MATERIALS PROVIDED Start Marker

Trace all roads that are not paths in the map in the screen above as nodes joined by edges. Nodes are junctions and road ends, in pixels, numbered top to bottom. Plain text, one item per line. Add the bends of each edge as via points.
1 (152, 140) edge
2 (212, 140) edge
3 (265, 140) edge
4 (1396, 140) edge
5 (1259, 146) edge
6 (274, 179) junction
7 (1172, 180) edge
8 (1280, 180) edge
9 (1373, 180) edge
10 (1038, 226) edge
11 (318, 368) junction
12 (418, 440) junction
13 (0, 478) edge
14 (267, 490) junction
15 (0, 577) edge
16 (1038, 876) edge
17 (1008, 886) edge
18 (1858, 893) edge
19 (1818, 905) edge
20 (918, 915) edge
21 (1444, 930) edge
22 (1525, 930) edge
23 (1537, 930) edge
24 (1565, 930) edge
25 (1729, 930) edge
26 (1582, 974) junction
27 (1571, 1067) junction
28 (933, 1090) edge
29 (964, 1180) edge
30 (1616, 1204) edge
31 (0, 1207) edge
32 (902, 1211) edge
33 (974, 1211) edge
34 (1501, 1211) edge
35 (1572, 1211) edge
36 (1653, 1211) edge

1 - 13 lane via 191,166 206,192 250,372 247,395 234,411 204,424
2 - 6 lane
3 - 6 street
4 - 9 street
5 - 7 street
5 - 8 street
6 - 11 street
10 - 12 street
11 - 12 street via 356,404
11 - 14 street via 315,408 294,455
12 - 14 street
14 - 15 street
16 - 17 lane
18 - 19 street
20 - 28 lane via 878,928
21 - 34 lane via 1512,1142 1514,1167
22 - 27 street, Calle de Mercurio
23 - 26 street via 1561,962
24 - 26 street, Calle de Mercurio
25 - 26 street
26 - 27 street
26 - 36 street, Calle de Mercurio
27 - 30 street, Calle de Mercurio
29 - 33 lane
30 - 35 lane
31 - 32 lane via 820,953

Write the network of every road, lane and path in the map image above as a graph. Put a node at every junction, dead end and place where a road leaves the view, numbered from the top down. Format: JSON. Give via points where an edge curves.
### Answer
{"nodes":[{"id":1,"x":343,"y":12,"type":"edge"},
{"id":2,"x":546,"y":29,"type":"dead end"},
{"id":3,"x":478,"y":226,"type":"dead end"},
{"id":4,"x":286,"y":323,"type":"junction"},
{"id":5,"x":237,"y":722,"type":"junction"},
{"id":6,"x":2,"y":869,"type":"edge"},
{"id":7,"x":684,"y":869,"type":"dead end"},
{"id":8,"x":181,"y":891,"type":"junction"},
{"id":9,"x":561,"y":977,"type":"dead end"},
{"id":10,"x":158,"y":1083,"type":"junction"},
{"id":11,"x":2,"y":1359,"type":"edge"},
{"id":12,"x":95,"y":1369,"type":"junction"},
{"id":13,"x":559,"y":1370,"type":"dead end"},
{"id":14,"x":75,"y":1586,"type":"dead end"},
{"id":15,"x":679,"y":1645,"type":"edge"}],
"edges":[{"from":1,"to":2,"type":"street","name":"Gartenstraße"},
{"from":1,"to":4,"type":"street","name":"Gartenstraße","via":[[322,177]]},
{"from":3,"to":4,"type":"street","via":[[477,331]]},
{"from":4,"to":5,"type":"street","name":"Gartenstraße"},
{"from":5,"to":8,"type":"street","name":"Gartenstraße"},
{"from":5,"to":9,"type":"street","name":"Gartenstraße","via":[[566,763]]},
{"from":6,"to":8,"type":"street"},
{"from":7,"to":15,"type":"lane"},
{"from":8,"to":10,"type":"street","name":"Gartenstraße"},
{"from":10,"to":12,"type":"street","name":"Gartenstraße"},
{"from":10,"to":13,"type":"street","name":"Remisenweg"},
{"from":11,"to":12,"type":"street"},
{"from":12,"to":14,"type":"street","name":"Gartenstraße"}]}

MATERIALS PROVIDED End Marker

The whole of the data is to be returned with every line intact.

## EXERCISE RESULT
Trace all roads that are not paths in the map in the screen above as nodes joined by edges. Nodes are junctions and road ends, in pixels, numbered top to bottom. Plain text, one item per line. Add the bends of each edge as via points.
1 (152, 140) edge
2 (212, 140) edge
3 (265, 140) edge
4 (1396, 140) edge
5 (1259, 146) edge
6 (274, 179) junction
7 (1172, 180) edge
8 (1280, 180) edge
9 (1373, 180) edge
10 (1038, 226) edge
11 (318, 368) junction
12 (418, 440) junction
13 (0, 478) edge
14 (267, 490) junction
15 (0, 577) edge
16 (1038, 876) edge
17 (1008, 886) edge
18 (1858, 893) edge
19 (1818, 905) edge
20 (918, 915) edge
21 (1444, 930) edge
22 (1525, 930) edge
23 (1537, 930) edge
24 (1565, 930) edge
25 (1729, 930) edge
26 (1582, 974) junction
27 (1571, 1067) junction
28 (933, 1090) edge
29 (964, 1180) edge
30 (1616, 1204) edge
31 (0, 1207) edge
32 (902, 1211) edge
33 (974, 1211) edge
34 (1501, 1211) edge
35 (1572, 1211) edge
36 (1653, 1211) edge

1 - 13 lane via 191,166 206,192 250,372 247,395 234,411 204,424
2 - 6 lane
3 - 6 street
4 - 9 street
5 - 7 street
5 - 8 street
6 - 11 street
10 - 12 street
11 - 12 street via 356,404
11 - 14 street via 315,408 294,455
12 - 14 street
14 - 15 street
16 - 17 lane
18 - 19 street
20 - 28 lane via 878,928
21 - 34 lane via 1512,1142 1514,1167
22 - 27 street, Calle de Mercurio
23 - 26 street via 1561,962
24 - 26 street, Calle de Mercurio
25 - 26 street
26 - 27 street
26 - 36 street, Calle de Mercurio
27 - 30 street, Calle de Mercurio
29 - 33 lane
30 - 35 lane
31 - 32 lane via 820,953

Write the network of every road, lane and path in the map image above as a graph. Put a node at every junction, dead end and place where a road leaves the view, numbered from the top down. Format: JSON. Give via points where an edge curves.
### Answer
{"nodes":[{"id":1,"x":343,"y":12,"type":"edge"},
{"id":2,"x":546,"y":29,"type":"dead end"},
{"id":3,"x":478,"y":226,"type":"dead end"},
{"id":4,"x":286,"y":323,"type":"junction"},
{"id":5,"x":237,"y":722,"type":"junction"},
{"id":6,"x":2,"y":869,"type":"edge"},
{"id":7,"x":684,"y":869,"type":"dead end"},
{"id":8,"x":181,"y":891,"type":"junction"},
{"id":9,"x":561,"y":977,"type":"dead end"},
{"id":10,"x":158,"y":1083,"type":"junction"},
{"id":11,"x":2,"y":1359,"type":"edge"},
{"id":12,"x":95,"y":1369,"type":"junction"},
{"id":13,"x":559,"y":1370,"type":"dead end"},
{"id":14,"x":75,"y":1586,"type":"dead end"},
{"id":15,"x":679,"y":1645,"type":"edge"}],
"edges":[{"from":1,"to":2,"type":"street","name":"Gartenstraße"},
{"from":1,"to":4,"type":"street","name":"Gartenstraße","via":[[322,177]]},
{"from":3,"to":4,"type":"street","via":[[477,331]]},
{"from":4,"to":5,"type":"street","name":"Gartenstraße"},
{"from":5,"to":8,"type":"street","name":"Gartenstraße"},
{"from":5,"to":9,"type":"street","name":"Gartenstraße","via":[[566,763]]},
{"from":6,"to":8,"type":"street"},
{"from":7,"to":15,"type":"lane"},
{"from":8,"to":10,"type":"street","name":"Gartenstraße"},
{"from":10,"to":12,"type":"street","name":"Gartenstraße"},
{"from":10,"to":13,"type":"street","name":"Remisenweg"},
{"from":11,"to":12,"type":"street"},
{"from":12,"to":14,"type":"street","name":"Gartenstraße"}]}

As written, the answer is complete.